Дочь снегов. Сила сильных - Лондон Джек. Страница 33

— Я не сержусь, Мэт. Но, за исключением моего отца, вы единственный человек, которому я могу позволить говорить со мной об этом… этом деле так, как это сделали вы. И, хотя я люблю вас, Мэт, люблю больше, чем когда-либо, я все же рассержусь, если вы еще раз затронете этот вопрос. Никто не имеет права вмешиваться. Это касается меня одной, и вы не должны…

— Удерживать вас, когда вы с закрытыми глазами приближаетесь к пропасти?

— Если вы так ставите вопрос, да.

Он что-то глухо пробормотал про себя.

— Что вы говорите? — спросила она.

— Что вы можете заткнуть мне рот, но вам не удастся связать мне руки.

— Мэт, дорогой, вы не должны делать этого, слышите, не должны.

Он снова ответил ей чревовещательными звуками.

— И я хочу, чтобы вы сейчас же обещали мне никогда не вмешиваться в мою жизнь ни словом, ни делом.

— Не желаю.

— Но вы должны.

— Ни за что… Становится холодно стоять, и вы отморозите себе ноги, маленькие розовые пальчики, из которых я так часто вытаскивал занозы в Дайе. Да, таковы-то дела, детка моя, а засим спокойной ночи.
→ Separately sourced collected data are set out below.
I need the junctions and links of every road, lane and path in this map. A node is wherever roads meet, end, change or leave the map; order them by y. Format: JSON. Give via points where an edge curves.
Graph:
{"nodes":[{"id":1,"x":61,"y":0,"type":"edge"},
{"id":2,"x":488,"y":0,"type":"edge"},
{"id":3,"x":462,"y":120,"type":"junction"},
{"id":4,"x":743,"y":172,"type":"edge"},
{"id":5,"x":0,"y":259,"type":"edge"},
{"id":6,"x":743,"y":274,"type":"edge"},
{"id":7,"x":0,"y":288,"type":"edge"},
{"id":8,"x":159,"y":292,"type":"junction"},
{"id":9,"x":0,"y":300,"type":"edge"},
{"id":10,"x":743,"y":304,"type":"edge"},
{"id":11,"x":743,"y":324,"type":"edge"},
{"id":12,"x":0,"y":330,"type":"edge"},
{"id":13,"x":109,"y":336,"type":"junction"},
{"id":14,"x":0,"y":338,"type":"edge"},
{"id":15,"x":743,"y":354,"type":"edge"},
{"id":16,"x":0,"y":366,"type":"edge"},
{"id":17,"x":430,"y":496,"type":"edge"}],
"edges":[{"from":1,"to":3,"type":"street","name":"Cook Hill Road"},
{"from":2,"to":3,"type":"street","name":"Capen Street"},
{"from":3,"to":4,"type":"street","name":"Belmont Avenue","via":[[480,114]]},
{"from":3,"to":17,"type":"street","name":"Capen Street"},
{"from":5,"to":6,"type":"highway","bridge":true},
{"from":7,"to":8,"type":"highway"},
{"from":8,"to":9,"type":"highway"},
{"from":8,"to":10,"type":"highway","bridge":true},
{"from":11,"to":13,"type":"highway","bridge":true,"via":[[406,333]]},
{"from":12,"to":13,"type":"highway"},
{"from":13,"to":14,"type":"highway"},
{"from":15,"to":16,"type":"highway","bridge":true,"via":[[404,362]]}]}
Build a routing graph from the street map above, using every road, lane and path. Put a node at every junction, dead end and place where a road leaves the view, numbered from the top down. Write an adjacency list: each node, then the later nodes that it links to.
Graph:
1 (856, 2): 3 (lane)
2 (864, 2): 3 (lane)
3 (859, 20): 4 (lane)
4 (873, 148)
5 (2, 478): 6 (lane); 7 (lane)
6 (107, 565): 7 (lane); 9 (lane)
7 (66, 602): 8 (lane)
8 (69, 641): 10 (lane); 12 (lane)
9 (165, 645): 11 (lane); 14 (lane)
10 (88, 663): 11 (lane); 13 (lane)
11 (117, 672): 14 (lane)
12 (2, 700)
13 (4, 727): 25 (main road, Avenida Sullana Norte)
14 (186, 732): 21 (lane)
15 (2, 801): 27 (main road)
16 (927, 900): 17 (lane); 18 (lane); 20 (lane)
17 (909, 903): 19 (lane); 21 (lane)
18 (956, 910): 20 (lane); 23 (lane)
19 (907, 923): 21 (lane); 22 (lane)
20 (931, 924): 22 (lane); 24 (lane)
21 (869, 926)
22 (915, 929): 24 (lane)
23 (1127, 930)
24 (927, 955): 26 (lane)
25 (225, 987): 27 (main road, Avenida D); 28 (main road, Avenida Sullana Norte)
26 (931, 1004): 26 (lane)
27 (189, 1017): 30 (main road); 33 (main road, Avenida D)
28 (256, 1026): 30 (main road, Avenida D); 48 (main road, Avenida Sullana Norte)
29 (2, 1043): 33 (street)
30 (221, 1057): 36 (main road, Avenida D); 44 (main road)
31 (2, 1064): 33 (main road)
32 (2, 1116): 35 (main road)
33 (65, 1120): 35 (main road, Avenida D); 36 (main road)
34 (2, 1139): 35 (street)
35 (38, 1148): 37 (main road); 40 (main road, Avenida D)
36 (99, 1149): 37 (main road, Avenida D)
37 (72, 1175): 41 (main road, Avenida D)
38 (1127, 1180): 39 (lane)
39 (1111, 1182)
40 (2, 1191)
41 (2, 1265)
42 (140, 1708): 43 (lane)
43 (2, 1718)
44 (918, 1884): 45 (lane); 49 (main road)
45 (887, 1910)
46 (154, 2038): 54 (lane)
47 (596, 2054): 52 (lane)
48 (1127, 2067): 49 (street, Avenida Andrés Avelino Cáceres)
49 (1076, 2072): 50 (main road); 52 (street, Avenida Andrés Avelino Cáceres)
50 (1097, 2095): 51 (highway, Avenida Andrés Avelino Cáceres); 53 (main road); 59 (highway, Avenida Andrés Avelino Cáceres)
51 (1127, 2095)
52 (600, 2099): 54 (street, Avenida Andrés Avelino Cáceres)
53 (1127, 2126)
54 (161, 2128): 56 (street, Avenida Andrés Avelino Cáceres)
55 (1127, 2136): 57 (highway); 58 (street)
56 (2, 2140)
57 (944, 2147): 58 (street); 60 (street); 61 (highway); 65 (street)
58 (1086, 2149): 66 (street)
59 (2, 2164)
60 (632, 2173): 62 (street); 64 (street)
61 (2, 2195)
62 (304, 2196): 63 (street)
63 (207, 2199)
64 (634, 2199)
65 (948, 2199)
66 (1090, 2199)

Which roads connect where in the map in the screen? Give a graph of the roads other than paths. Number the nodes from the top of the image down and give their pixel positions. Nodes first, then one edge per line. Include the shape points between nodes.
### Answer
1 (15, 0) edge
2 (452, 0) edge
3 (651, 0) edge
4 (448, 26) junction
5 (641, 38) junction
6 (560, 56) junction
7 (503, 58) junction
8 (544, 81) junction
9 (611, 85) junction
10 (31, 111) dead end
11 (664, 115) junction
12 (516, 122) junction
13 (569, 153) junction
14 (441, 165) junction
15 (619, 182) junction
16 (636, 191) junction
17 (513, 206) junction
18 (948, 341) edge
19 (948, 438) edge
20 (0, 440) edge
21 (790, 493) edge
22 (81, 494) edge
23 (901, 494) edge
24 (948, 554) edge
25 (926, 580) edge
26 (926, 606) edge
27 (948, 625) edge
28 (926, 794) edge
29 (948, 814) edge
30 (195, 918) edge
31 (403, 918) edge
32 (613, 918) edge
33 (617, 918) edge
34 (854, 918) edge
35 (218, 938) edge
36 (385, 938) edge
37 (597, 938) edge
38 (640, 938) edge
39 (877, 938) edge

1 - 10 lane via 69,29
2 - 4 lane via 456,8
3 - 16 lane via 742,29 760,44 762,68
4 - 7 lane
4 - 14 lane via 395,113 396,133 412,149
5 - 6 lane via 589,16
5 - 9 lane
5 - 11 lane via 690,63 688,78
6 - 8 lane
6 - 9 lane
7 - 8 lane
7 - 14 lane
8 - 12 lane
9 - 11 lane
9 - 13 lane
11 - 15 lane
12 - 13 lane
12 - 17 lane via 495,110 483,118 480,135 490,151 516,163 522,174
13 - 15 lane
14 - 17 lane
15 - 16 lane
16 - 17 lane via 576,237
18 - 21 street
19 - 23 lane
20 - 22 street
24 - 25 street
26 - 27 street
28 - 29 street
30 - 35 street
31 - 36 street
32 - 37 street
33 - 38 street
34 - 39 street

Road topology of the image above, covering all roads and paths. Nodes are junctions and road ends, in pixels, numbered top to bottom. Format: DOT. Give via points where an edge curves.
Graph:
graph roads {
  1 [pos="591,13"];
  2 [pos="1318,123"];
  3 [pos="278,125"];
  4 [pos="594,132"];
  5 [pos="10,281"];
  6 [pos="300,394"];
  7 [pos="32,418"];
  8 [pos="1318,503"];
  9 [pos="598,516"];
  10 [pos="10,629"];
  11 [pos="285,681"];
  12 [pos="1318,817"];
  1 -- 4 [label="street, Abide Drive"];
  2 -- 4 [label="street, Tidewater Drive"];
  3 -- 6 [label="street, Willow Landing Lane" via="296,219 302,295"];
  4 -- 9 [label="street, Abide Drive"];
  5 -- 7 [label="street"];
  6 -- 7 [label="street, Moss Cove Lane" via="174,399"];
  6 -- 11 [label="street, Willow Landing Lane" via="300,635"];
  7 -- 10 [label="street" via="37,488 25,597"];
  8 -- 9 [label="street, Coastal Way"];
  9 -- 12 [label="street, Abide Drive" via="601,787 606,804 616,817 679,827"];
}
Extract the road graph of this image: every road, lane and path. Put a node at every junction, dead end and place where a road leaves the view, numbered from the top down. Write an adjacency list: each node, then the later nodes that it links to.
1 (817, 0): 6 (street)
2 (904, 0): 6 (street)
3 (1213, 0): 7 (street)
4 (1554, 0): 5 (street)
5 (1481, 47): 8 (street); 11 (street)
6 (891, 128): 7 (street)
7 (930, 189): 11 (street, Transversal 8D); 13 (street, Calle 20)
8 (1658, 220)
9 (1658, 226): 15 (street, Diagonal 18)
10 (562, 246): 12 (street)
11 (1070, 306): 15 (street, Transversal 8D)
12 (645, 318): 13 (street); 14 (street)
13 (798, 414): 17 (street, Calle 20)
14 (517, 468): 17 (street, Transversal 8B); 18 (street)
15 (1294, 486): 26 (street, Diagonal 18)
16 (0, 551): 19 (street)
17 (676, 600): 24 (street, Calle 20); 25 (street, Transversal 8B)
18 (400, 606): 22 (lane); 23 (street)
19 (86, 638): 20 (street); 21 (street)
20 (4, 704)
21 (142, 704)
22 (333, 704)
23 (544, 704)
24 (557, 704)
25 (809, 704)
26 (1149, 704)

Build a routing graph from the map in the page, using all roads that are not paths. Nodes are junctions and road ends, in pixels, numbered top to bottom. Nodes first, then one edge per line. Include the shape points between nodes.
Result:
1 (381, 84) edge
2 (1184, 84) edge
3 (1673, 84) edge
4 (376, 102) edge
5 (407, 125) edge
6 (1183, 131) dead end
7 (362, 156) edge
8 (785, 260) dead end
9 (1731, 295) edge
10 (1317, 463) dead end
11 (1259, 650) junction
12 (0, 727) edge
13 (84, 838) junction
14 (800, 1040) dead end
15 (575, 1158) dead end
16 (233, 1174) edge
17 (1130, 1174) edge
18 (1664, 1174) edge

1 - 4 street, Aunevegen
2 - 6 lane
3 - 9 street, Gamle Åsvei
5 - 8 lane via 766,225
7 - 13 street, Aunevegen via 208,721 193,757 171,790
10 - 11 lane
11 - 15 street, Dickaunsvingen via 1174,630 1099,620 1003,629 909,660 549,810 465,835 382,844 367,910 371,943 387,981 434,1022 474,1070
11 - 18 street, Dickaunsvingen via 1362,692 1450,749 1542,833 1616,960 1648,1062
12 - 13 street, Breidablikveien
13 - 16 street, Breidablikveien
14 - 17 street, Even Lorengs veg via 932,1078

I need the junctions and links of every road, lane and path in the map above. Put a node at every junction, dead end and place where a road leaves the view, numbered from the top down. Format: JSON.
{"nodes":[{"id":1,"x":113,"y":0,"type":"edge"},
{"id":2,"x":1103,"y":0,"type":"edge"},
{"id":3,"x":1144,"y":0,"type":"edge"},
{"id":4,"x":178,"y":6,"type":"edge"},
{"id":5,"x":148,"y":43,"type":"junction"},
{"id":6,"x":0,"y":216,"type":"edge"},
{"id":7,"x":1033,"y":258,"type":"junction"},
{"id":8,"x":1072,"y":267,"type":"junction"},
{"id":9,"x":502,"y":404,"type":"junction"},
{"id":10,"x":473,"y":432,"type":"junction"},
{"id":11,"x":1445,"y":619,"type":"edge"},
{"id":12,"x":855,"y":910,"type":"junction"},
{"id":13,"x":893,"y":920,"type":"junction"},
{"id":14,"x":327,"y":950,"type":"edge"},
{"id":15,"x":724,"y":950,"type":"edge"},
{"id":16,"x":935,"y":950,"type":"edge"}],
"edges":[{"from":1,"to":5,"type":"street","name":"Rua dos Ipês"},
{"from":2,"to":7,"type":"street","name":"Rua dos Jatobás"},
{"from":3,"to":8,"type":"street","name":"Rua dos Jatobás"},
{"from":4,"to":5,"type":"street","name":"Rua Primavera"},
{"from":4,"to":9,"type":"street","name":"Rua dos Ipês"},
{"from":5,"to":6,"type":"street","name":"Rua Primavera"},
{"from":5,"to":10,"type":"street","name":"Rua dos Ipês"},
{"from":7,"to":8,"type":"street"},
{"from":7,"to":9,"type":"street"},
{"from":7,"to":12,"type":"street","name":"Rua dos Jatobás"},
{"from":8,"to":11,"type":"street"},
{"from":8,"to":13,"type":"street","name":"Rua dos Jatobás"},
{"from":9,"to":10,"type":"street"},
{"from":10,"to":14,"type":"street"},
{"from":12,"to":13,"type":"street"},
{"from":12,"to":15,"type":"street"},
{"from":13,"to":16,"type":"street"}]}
Он подтолкнул ее к двери и ушел. Дойдя до угла, он вдруг остановился и уставился на свою тень.

— Мэт Маккарти, ты настоящий олух! Слыхано ли когда-нибудь, чтобы Уэлза удалось переубедить? Можно подумать, ты не имел еще дела с этой крепколобой породой, несчастный ты дуралей.

Закончив этот монолог, он двинулся дальше, продолжая ворчать себе под нос, а какой-то любопытный волкодав, следуя за ним по пятам, щетинился и скалил зубы, отзываясь на эти непонятные звуки.

Глава XVII

— Устала?

Джекоб Уэлз положил обе руки на плечи Фроны, и в глазах его засветилась любовь, которую не в силах был выразить его неповоротливый язык. Елка, праздничное возбуждение и веселье были уже позади, десятка два счастливых детей отправились по снегу домой, последний гость распрощался с хозяевами. Рождественская звезда угасала в темной синеве неба.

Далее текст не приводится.